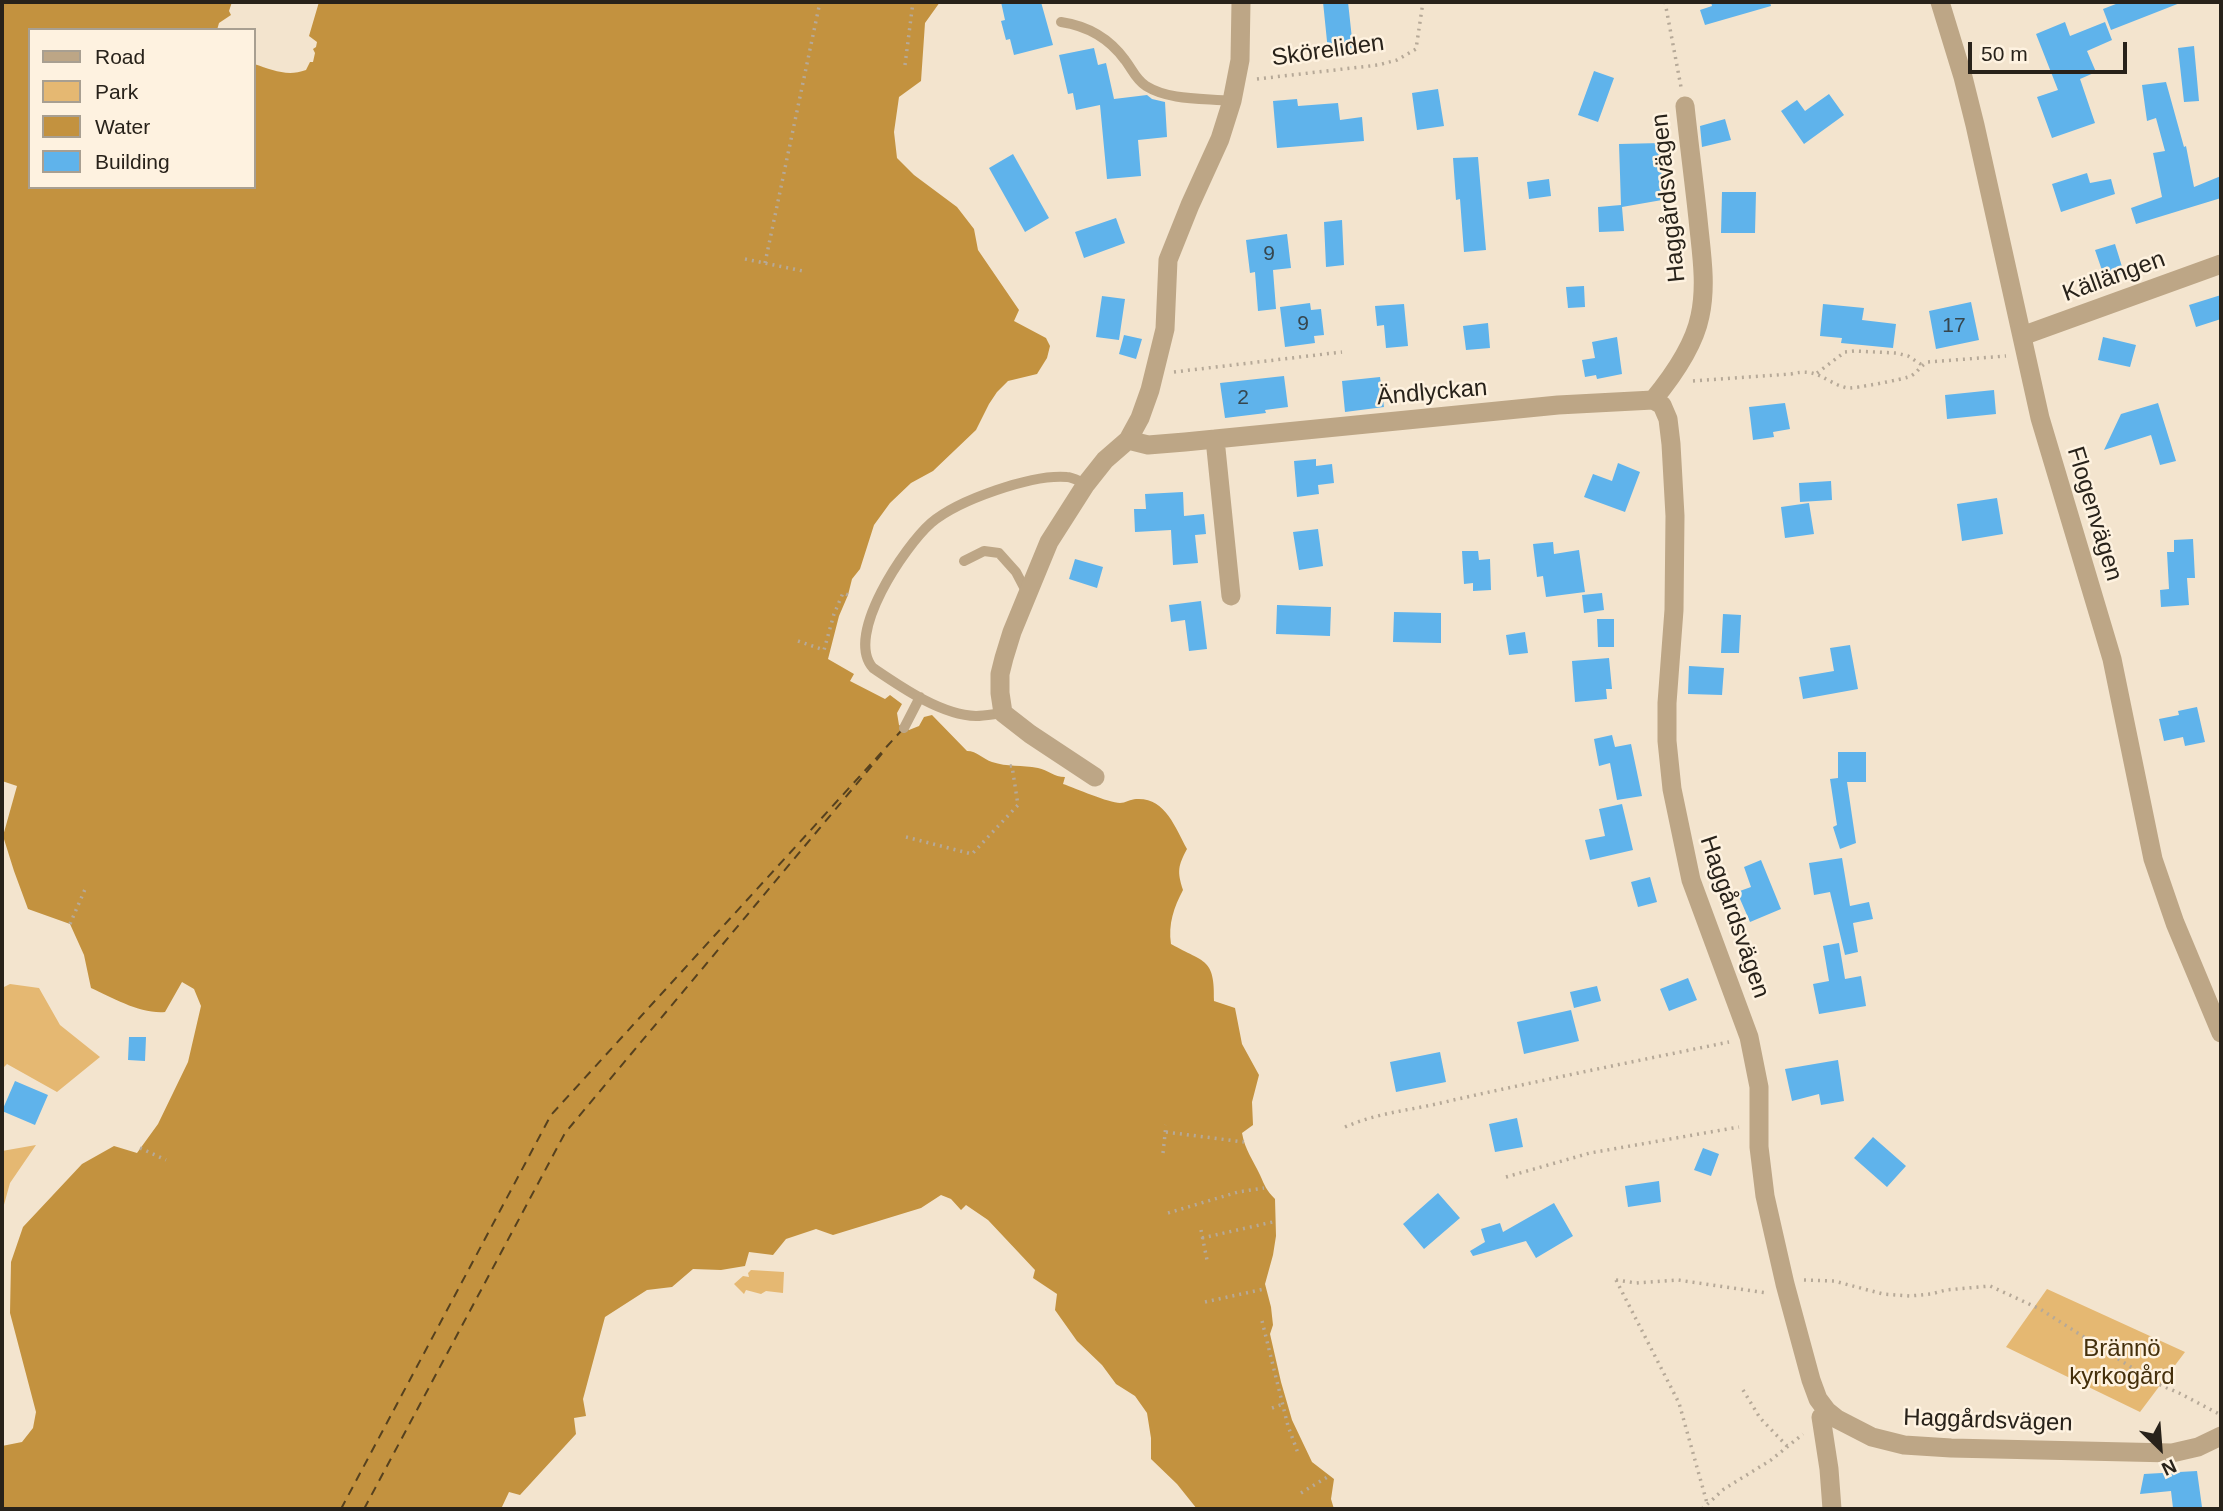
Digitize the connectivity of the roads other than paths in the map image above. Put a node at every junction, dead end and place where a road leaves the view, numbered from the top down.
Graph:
1 (1241, 2) edge
2 (1940, 2) edge
3 (1061, 22) dead end
4 (1232, 101) junction
5 (1685, 106) road end
6 (2221, 264) edge
7 (2024, 345) junction
8 (1653, 400) junction
9 (1215, 439) junction
10 (1128, 440) junction
11 (1086, 484) junction
12 (964, 561) dead end
13 (1028, 594) junction
14 (1231, 596) dead end
15 (919, 697) junction
16 (1003, 713) junction
17 (904, 728) dead end
18 (1096, 777) dead end
19 (2221, 1033) edge
20 (1821, 1417) road end
21 (2221, 1436) edge
22 (1832, 1509) edge

1 - 4 street
2 - 7 street, Flogenvägen
3 - 4 lane
4 - 10 street
5 - 8 street, Haggårdsvägen
6 - 7 street, Källängen
7 - 19 street, Flogenvägen
8 - 9 street, Ändlyckan
8 - 21 street, Haggårdsvägen
9 - 10 street, Ändlyckan
9 - 14 street
10 - 11 street
11 - 13 street
11 - 15 lane
12 - 13 lane
13 - 16 street
15 - 16 lane
15 - 17 lane
16 - 18 street
20 - 22 street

## TASK DESCRIPTION
Give back every record above exactly as written, skipping each picture.

## ANSWER TO THE PROBLEM
Digitize the connectivity of the roads other than paths in the map image above. Put a node at every junction, dead end and place where a road leaves the view, numbered from the top down.
Graph:
1 (1241, 2) edge
2 (1940, 2) edge
3 (1061, 22) dead end
4 (1232, 101) junction
5 (1685, 106) road end
6 (2221, 264) edge
7 (2024, 345) junction
8 (1653, 400) junction
9 (1215, 439) junction
10 (1128, 440) junction
11 (1086, 484) junction
12 (964, 561) dead end
13 (1028, 594) junction
14 (1231, 596) dead end
15 (919, 697) junction
16 (1003, 713) junction
17 (904, 728) dead end
18 (1096, 777) dead end
19 (2221, 1033) edge
20 (1821, 1417) road end
21 (2221, 1436) edge
22 (1832, 1509) edge

1 - 4 street
2 - 7 street, Flogenvägen
3 - 4 lane
4 - 10 street
5 - 8 street, Haggårdsvägen
6 - 7 street, Källängen
7 - 19 street, Flogenvägen
8 - 9 street, Ändlyckan
8 - 21 street, Haggårdsvägen
9 - 10 street, Ändlyckan
9 - 14 street
10 - 11 street
11 - 13 street
11 - 15 lane
12 - 13 lane
13 - 16 street
15 - 16 lane
15 - 17 lane
16 - 18 street
20 - 22 street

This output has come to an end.